Der Mann ist wirklich nicht der Inbegriff von Schönheit. Ein Hauch früher Schwarzenegger, diabolisch glänzende Augen und dann diese beiden vergoldeten Beißerchen: So also sieht der Berliner Paradevampir aus? Zumindest scheint das die Vorstellung zu sein, die sich Jan Schwalme von den Untoten macht. Er ist der Veranstalter der Ausstellung „Vampirmania“ und will „Wahrheit und Legende“ der Sagewesen ans Licht bringen. Dafür hat er ein 2.000 Quadratmeter großes Vampirdomizil in der Charlottenstraße in Mitte eingerichtet. Der Hollywood-kompatible Mann mit den Goldzähnen ist – stadtweit auf Plakaten auch tagsüber präsent – Schwalmes Aushängeschild.

Die Ausstellung setzt auf Gruseleffekte, gepaart mit einem Schuss Kommerz und schaurigen, bisweilen wild zusammengewürfelten Exponaten. Dazu ein wenig Information: Den ersten Teil bevölkern Fledermäuse aus aller Welt in Plastilin. Etwa ein südamerikanischer Flughund mit 1,7 Metern Spannweite. „Der greift sogar Rinder an“, erklärt Schwalme und hofft, dass sich die Besucher diese tödliche Attacke lebhaft vorstellen können. Denn die Beschreibung der Stücke ist dürftig. „Ich hätte mir mehr Informationen über die Tiere gewünscht“, meint Manfred Ade, der Leiter der Säugetier-Sammlung des Museums für Naturkunde, das Teile seiner Sammlung zur Verfügung gestellt hat.

Das Licht wird schwächer, die Stimmung düsterer, eine Toilettentür quietscht: Es geht Richtung Folterkammer, Teil zwei der Ausstellung. Eine Angestellte, die wie alle eine Mönchskutte als Schutzanzug trägt, verteilt „Vampirpässe“ zur Sicherheit. Die Fabelwesen hätten nicht nur ein bleiches Gesicht, sondern auch schlechten Atem, steht darin geschrieben. Gegen sie hilft immer ein Kreuz, eine Schusswaffe sollte dagegen immer mit Silbermunition gefüllt sein. Spätestens jetzt sollten sich die Kinder ihre fluoreszierenden Plastikgebisse einsetzen, die sie am Eingang bekommen hatten. Billig ist der Spaß übrigens nicht: „Einmal gruseln, nicht ganz umsonst“, meint lakonisch eine Besucherin, die zusammen mit ihren Sohn 26 Mark zahlte.

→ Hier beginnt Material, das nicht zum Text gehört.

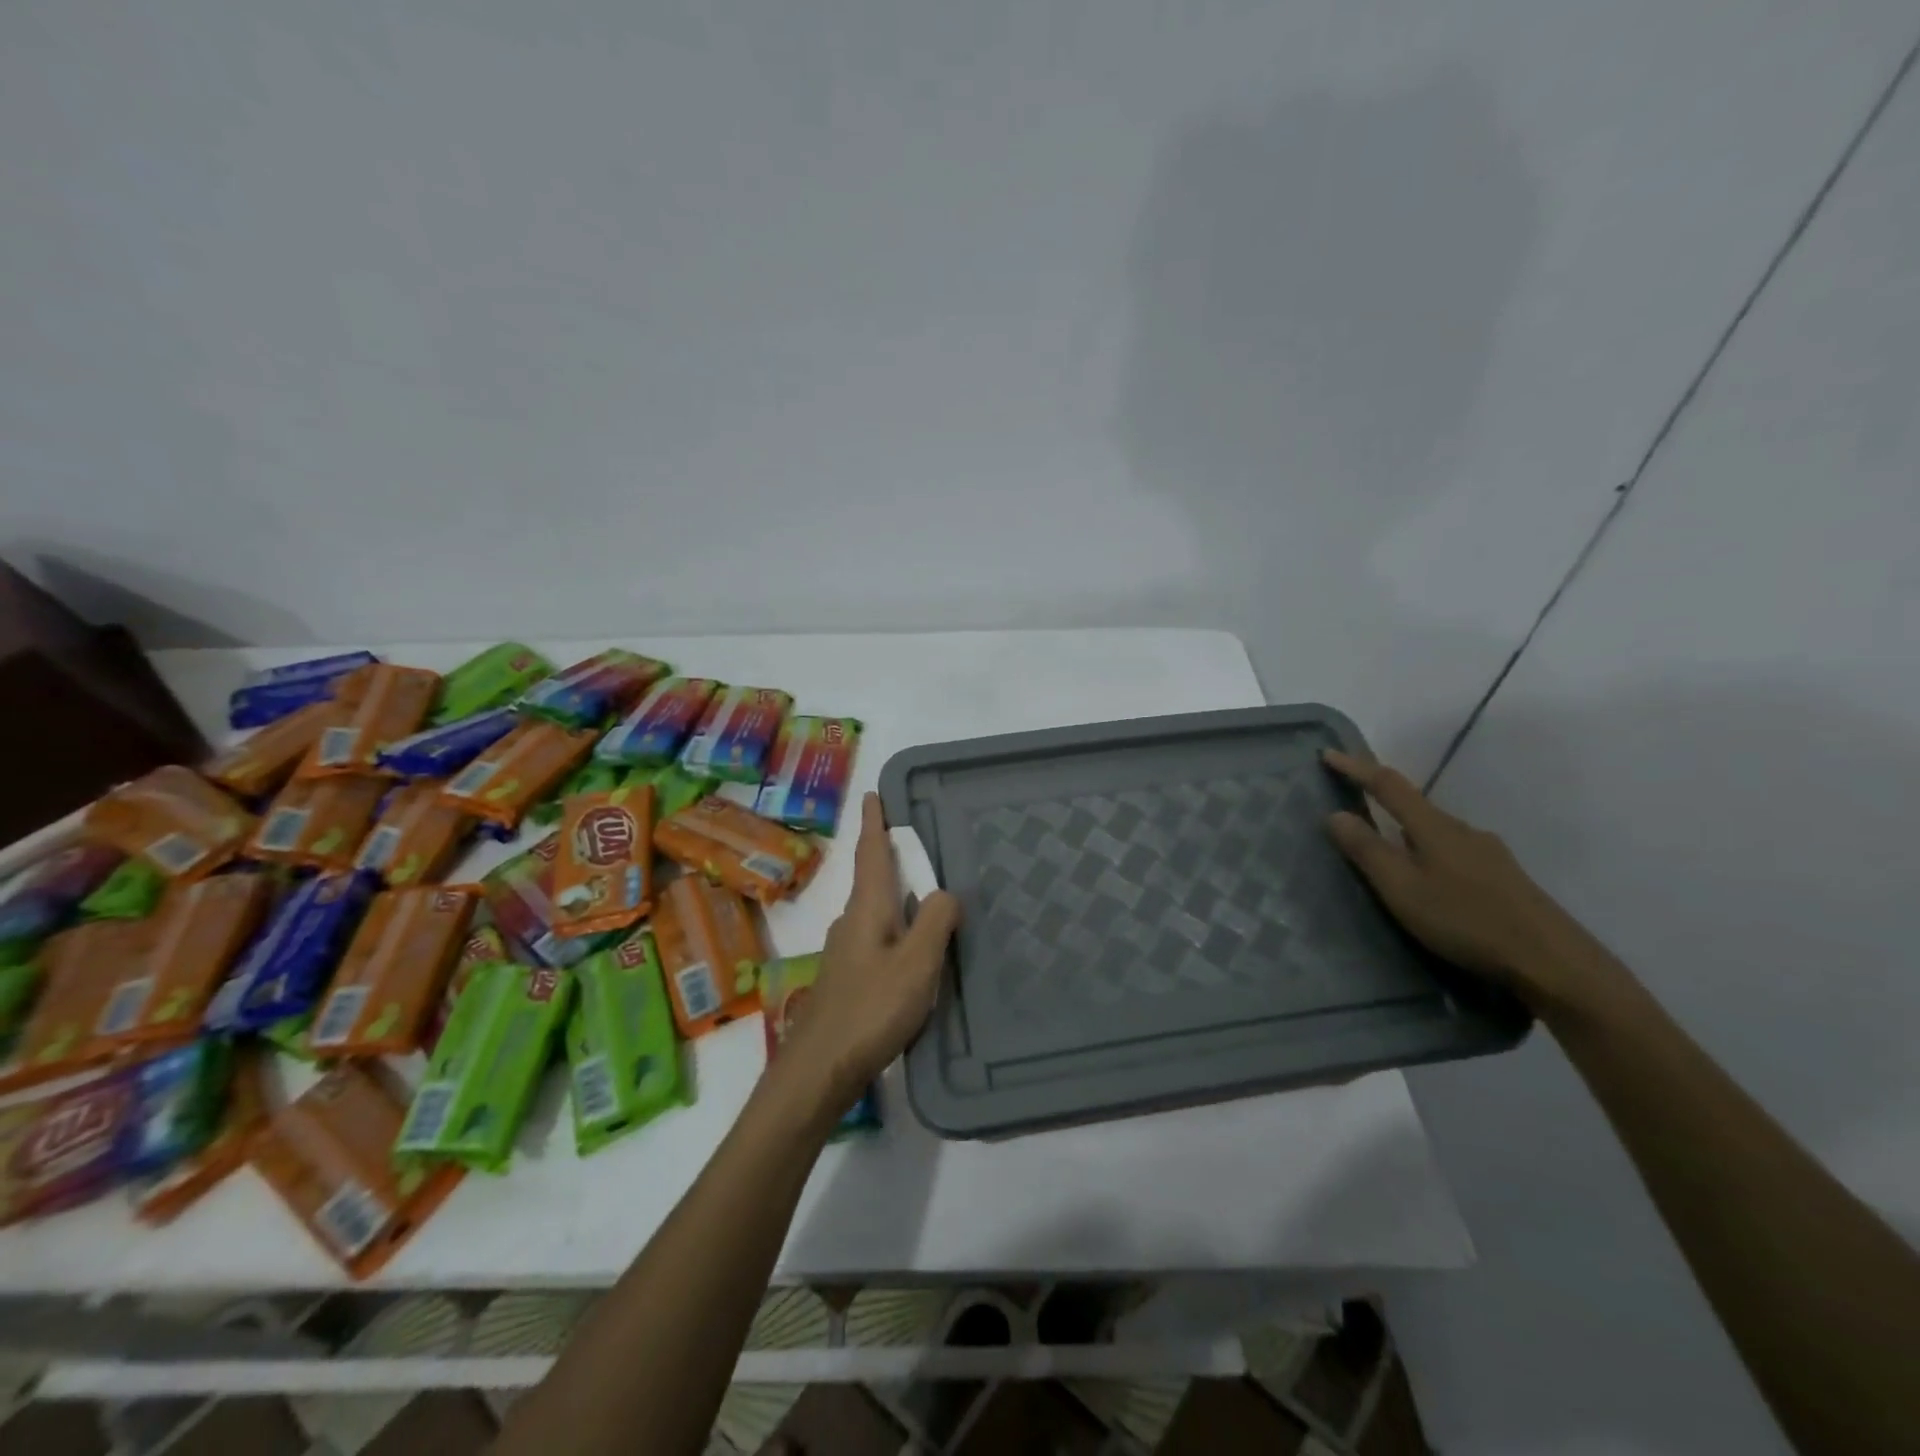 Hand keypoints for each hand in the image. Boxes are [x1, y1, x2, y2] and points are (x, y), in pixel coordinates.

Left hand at [774, 793, 961, 1115]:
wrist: (820, 1069)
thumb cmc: (871, 1009)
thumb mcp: (916, 963)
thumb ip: (935, 922)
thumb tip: (945, 892)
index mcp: (866, 909)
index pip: (871, 853)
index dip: (874, 822)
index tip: (872, 794)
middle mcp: (851, 922)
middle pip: (872, 879)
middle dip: (889, 858)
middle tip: (917, 846)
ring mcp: (845, 952)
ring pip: (875, 911)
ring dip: (895, 896)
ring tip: (925, 898)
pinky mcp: (848, 979)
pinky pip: (877, 938)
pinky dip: (895, 929)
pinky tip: (912, 952)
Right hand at [1323, 750, 1619, 1014]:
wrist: (1553, 962)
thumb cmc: (1467, 920)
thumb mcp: (1403, 889)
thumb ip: (1367, 851)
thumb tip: (1335, 814)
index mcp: (1434, 827)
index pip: (1388, 785)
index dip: (1356, 768)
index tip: (1327, 754)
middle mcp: (1462, 830)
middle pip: (1415, 806)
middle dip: (1381, 801)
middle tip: (1351, 806)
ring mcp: (1488, 853)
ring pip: (1434, 832)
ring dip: (1405, 833)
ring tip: (1384, 852)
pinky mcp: (1502, 878)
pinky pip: (1452, 852)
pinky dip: (1427, 853)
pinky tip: (1427, 881)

Wer beim Anblick mittelalterlicher Folterwerkzeuge schaudert und dies provozieren will, kommt auf seine Kosten. Hier eine monströse Streckbank, dort ein spitzes Nagelbrett, dazu ein Fallbeil: „Fast alles Originale“, betont Schwalme. Im Gegensatz zu den Plastikskeletten, die die Mordwerkzeuge dekorieren.

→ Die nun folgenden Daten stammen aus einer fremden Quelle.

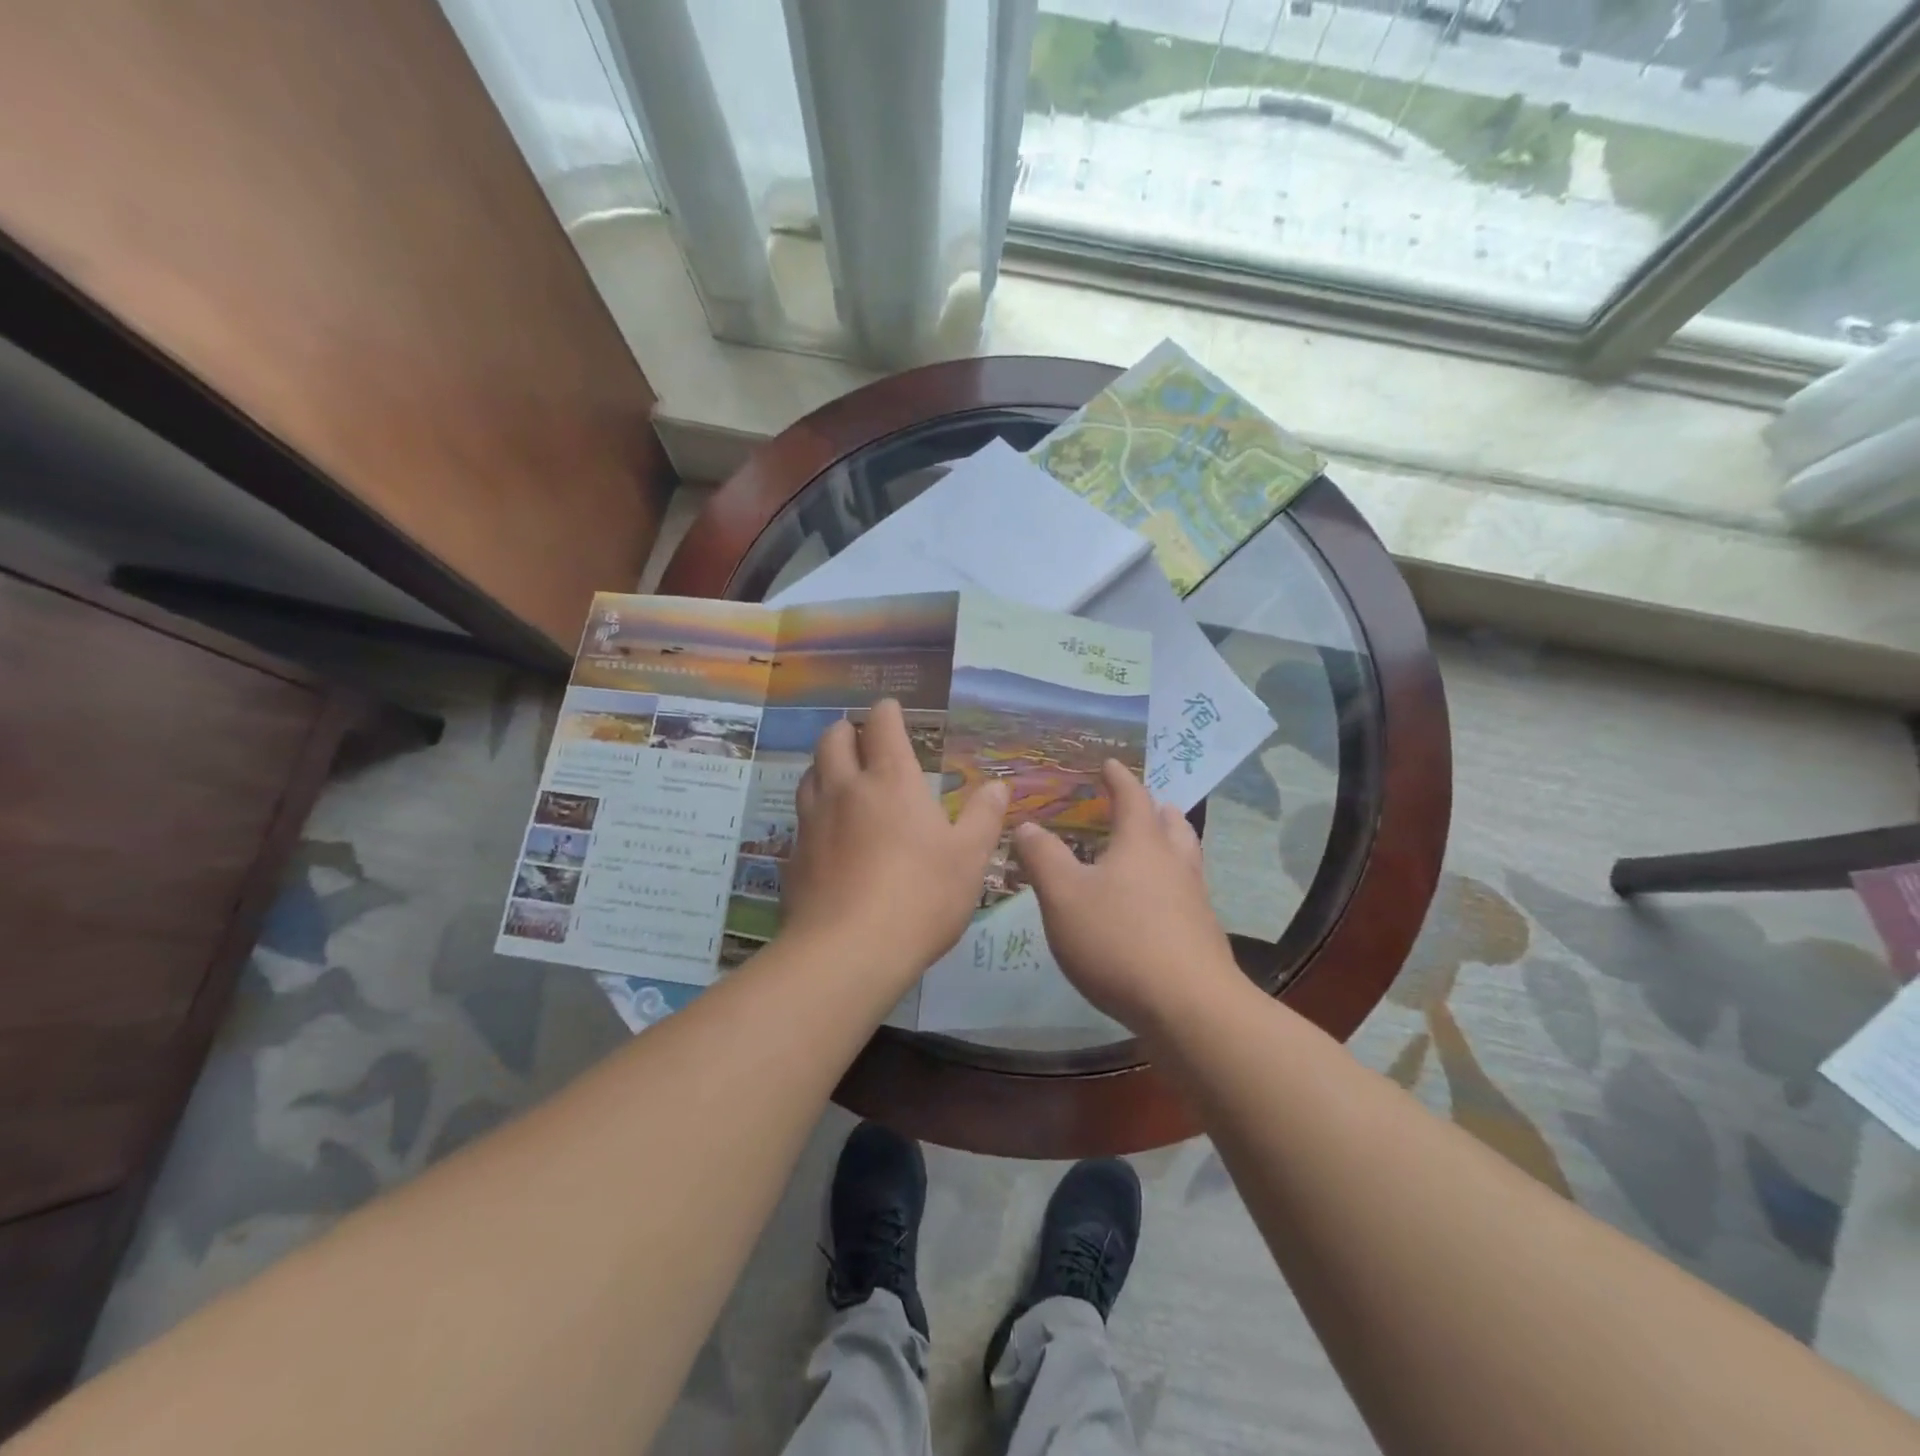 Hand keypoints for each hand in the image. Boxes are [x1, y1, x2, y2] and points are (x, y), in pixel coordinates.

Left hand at [782, 699, 1009, 976]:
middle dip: (848, 730)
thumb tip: (998, 785)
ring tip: (840, 775)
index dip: (887, 711)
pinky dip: (814, 808)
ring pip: (810, 773)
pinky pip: (801, 816)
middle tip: (862, 738)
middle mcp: (846, 789)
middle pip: (834, 739)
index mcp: (890, 780)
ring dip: (825, 764)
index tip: (891, 709)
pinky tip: (826, 830)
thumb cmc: (921, 896)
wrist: (848, 951)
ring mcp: (813, 821)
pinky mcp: (794, 855)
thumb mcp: (969, 857)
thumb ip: (984, 816)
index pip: (882, 725)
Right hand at [1011, 760, 1240, 1029]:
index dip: (1119, 779)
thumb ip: (1043, 858)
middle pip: (1172, 825)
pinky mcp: (1204, 937)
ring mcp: (1195, 901)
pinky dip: (1173, 885)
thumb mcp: (1063, 896)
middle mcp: (1174, 864)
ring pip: (1187, 858)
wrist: (1188, 1006)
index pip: (1132, 798)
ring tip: (1155, 848)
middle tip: (1146, 805)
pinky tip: (1158, 908)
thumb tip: (1027, 825)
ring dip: (1172, 844)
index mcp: (1141, 844)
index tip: (1110, 764)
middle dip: (1156, 810)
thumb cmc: (1118, 940)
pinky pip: (1188, 895)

Erfrischung nach dem Schock gefällig? Dazu gibt’s die Vampirbar: Dort wird zwar kein Blut feilgeboten, aber immerhin leuchtet der Cola-Automat rot. Und wer will, kann sich reichlich mit Erinnerungsstücken eindecken. Mit Wein oder einem Foto mit Plastikmonster. Sogar das ausgestellte Schlafzimmer eines Prinzen ist käuflich: Ein Schild verweist auf ein Möbelhaus am Rande Berlins.

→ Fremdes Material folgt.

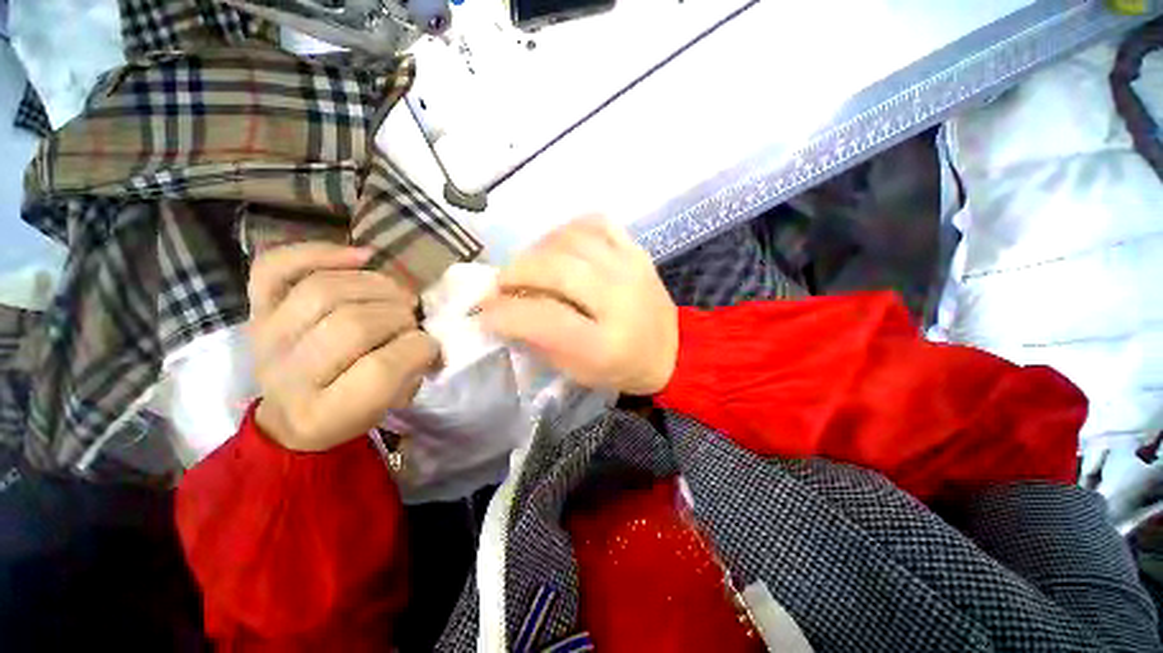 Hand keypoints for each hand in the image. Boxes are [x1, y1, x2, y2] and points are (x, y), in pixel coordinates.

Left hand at [248, 243, 440, 451]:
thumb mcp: (391, 405)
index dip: (418, 349)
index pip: (380, 371)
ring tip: (396, 295)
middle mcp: (287, 374)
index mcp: (324, 413)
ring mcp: (266, 336)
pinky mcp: (257, 307)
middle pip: (352, 325)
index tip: (431, 344)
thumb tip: (429, 332)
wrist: (291, 414)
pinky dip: (322, 253)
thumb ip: (412, 371)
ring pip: (325, 290)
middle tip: (412, 319)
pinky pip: (278, 265)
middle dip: (399, 316)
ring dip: (377, 286)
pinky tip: (360, 257)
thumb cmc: (351, 412)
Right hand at [478, 216, 677, 394]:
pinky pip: (596, 223)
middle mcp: (620, 299)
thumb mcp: (577, 371)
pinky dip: (568, 229)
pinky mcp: (638, 251)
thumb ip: (538, 342)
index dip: (505, 312)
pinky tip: (559, 247)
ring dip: (537, 249)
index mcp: (605, 344)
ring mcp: (632, 268)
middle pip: (556, 269)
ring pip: (571, 239)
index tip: (484, 312)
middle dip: (515, 272)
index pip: (544, 318)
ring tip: (528, 267)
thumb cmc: (621, 368)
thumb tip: (501, 312)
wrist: (672, 350)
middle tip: (501, 285) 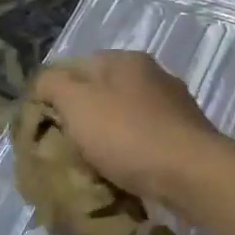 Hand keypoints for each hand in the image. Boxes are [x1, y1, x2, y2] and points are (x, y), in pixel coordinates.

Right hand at [27, 52, 224, 210]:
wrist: (192, 174)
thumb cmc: (128, 134)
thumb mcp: (76, 102)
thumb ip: (52, 84)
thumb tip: (43, 82)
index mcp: (125, 60)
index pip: (75, 66)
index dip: (53, 94)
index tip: (42, 126)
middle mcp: (152, 75)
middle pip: (101, 93)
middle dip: (81, 120)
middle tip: (64, 149)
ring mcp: (172, 105)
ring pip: (123, 118)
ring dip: (106, 139)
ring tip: (90, 167)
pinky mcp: (184, 136)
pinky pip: (144, 141)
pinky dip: (130, 154)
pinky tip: (122, 174)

Ins Reich der Vampire, dem dritten Teil der Schau, führt der Weg über eine rot schimmernde Friedhofsbrücke. Dahinter lauern dunkel gekleidete Erschrecker und Erinnerungen an die Dynastie des Fürsten Vlad Dracula aus der Walachei. Einer seiner Söhne bekam später den Beinamen „der Pfähler“, weil er über 20.000 Türken auf diese Weise umgebracht und ihr Blut getrunken haben soll. Er gilt als Ursprung des Vampiraberglaubens.

Nicht alle Nachfahren des Fürsten leben von Blut und reisen in Leichenwagen. Etwa Ottomar Rodolphe Vlad Dracula Prinz Kretzulesco. Er wohnt in Brandenburg. Sein Rolls-Royce ist das letzte Ausstellungsstück dieser Schau. Zumindest vom Mythos Vampir lässt es sich ganz gut leben.